Venda da mineradora brasileira para empresa dos EUA sinaliza nova fase para ativos estratégicos fora da China

O mercado de terras raras reage ao valor surpreendente de US$ 2,8 bilhões pagos pela Serra Verde, destacando sua importância estratégica fora da China.
Mercado de terras raras e o impacto da compra da Serra Verde por US$ 2,8 bilhões
O mercado de terras raras experimentou uma mudança significativa com a compra da Serra Verde pela USA Rare Earth, anunciada em 20 de abril de 2026. Essa aquisição, avaliada em cerca de US$ 2,8 bilhões, destacou o aumento do valor dos ativos estratégicos fora da China, especialmente em um contexto geopolítico e comercial complexo. Especialistas do setor consideram esse preço surpreendente, já que a Serra Verde está ainda em fase de ramp-up, mas reconhecem que o negócio sinaliza uma nova era para investimentos em minerais críticos.
A Serra Verde, localizada em Goiás, é a única mina fora da Ásia com escala suficiente para a produção dos quatro elementos magnéticos mais importantes para a fabricação de ímãs permanentes — neodímio, praseodímio, disprósio e térbio. Essa característica posiciona o ativo como central para a estratégia dos Estados Unidos e aliados de estabelecer uma cadeia integrada e independente da China, que domina o mercado mundial.
Estrutura da transação e seu significado geopolítico para o mercado de terras raras
A operação envolve um pagamento de US$ 300 milhões em dinheiro e a emissão de mais de 126 milhões de ações da USA Rare Earth. Com base no preço das ações em 17 de abril de 2026, o valor total estimado chega a US$ 2,8 bilhões. O fechamento do negócio está previsto para o terceiro trimestre de 2026, sujeito à aprovação regulatória.
Essa estrutura mostra não apenas um investimento financeiro, mas também um movimento estratégico para consolidar um ativo que agrega escala, relevância política e proteção comercial.
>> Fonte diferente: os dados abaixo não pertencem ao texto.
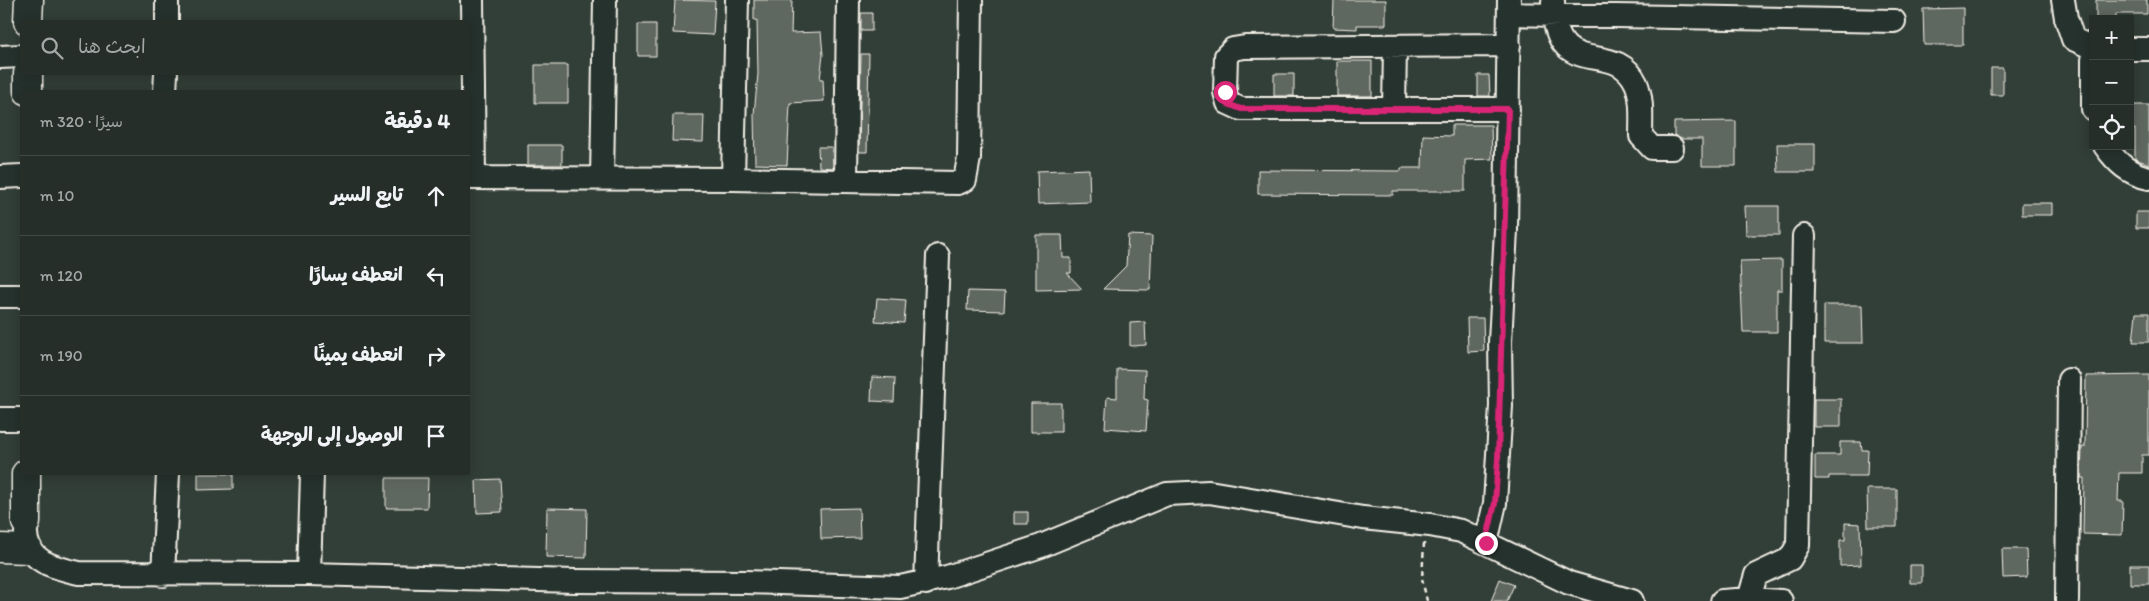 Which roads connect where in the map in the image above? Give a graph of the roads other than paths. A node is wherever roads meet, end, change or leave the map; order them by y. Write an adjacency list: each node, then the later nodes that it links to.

O mercado entende que a USA Rare Earth pagou um prêmio elevado porque a Serra Verde não é apenas uma mina, mas um projeto fundamental para o desenvolvimento de uma cadeia de fornecimento de terras raras e ímãs permanentes fora da China.
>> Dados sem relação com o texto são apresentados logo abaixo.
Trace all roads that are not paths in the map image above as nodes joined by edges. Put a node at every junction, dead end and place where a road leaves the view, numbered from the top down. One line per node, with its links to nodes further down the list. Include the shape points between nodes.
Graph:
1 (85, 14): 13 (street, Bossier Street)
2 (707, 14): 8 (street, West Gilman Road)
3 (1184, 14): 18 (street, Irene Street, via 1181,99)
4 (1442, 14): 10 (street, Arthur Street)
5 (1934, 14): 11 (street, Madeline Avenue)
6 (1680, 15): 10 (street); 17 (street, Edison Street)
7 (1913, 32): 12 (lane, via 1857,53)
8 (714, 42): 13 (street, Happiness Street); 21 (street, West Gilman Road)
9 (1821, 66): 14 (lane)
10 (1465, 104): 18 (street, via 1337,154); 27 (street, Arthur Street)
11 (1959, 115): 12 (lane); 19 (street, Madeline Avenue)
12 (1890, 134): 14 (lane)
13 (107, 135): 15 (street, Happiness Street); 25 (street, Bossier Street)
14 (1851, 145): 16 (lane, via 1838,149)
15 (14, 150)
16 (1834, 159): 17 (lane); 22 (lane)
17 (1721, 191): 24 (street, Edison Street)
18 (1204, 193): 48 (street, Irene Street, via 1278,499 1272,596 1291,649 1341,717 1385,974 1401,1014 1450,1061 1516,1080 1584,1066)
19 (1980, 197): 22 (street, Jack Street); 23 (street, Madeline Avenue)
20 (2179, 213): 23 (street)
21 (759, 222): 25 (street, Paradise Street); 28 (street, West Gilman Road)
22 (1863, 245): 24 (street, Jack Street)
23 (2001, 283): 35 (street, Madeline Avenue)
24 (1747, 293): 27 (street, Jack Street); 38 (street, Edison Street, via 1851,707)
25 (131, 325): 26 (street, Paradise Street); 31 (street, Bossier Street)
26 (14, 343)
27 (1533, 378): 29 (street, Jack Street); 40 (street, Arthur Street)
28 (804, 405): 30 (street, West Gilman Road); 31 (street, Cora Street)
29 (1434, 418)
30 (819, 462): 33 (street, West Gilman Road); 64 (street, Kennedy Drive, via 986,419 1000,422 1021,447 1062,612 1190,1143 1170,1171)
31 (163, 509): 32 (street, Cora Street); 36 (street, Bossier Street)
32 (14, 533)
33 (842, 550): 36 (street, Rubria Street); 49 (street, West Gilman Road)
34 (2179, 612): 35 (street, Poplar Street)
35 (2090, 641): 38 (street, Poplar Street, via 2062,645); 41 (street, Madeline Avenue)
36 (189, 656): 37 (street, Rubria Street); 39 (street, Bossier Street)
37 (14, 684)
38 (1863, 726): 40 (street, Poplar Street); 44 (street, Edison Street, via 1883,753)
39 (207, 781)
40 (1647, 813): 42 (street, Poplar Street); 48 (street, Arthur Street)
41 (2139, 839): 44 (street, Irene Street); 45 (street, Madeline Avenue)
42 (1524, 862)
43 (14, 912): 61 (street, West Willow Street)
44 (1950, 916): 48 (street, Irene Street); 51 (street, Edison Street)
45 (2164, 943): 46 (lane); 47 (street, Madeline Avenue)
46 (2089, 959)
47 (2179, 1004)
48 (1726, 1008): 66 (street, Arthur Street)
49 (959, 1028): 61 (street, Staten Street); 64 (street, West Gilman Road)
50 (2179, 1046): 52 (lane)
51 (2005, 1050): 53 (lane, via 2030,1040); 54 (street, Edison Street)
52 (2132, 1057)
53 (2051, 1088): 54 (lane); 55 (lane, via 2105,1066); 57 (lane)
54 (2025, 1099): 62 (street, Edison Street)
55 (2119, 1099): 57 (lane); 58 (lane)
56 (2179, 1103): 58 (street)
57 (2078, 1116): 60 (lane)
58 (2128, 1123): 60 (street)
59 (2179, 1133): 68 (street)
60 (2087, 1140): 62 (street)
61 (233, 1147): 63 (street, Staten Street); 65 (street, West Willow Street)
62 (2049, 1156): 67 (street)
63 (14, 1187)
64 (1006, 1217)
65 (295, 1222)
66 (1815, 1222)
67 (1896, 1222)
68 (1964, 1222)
Relevância da Serra Verde para a cadeia global de minerais críticos e sua produção prevista
A Serra Verde iniciou a produção comercial em 2024 e projeta atingir a capacidade nominal da fase 1 até o fim de 2027, com cerca de 6,4 mil toneladas por ano de óxidos totais de terras raras. A USA Rare Earth estima que a produção da Serra Verde representará mais da metade da oferta mundial de terras raras pesadas fora da China até 2027.
Além disso, o acordo prevê pisos de preço garantidos para os minerais extraídos, um mecanismo que reduz riscos em um setor marcado pela volatilidade e pela influência nos preços por parte da China. Essa garantia agrega estabilidade, o que pode atrair mais investimentos para projetos similares no Ocidente.
Perspectivas para o mercado de terras raras frente à nova valorização dos projetos no Ocidente
A valorização do preço pago pela Serra Verde fortalece a percepção de que ativos estratégicos no Ocidente passaram a ocupar um novo patamar de importância e valor financeiro. O mercado de terras raras, historicamente dominado pela China, começa a se reconfigurar com a emergência de projetos integrados em países aliados, apontando para uma maior diversificação e segurança na cadeia global de suprimentos.
Esse movimento tem implicações para políticas públicas, investimentos privados e para a dinâmica geopolítica internacional, especialmente considerando a crescente demanda por ímãs permanentes em setores como energia renovável, eletrônicos e veículos elétricos.
Desafios e oportunidades para a expansão da produção de terras raras no Brasil e no Ocidente
Apesar do avanço representado pela Serra Verde, o setor enfrenta desafios como o desenvolvimento tecnológico, a necessidade de infraestrutura adequada e o cumprimento de regulamentações ambientais e comerciais. Contudo, a operação da USA Rare Earth mostra que o mercado está disposto a investir pesado em projetos que combinem escala, relevância e proteção comercial.
O Brasil, com sua reserva estratégica, pode se tornar um polo essencial para a cadeia global de minerais críticos, atraindo mais investimentos e fomentando parcerias internacionais. A operação da Serra Verde serve como estudo de caso para o potencial e os riscos envolvidos na expansão do mercado de terras raras fora da China.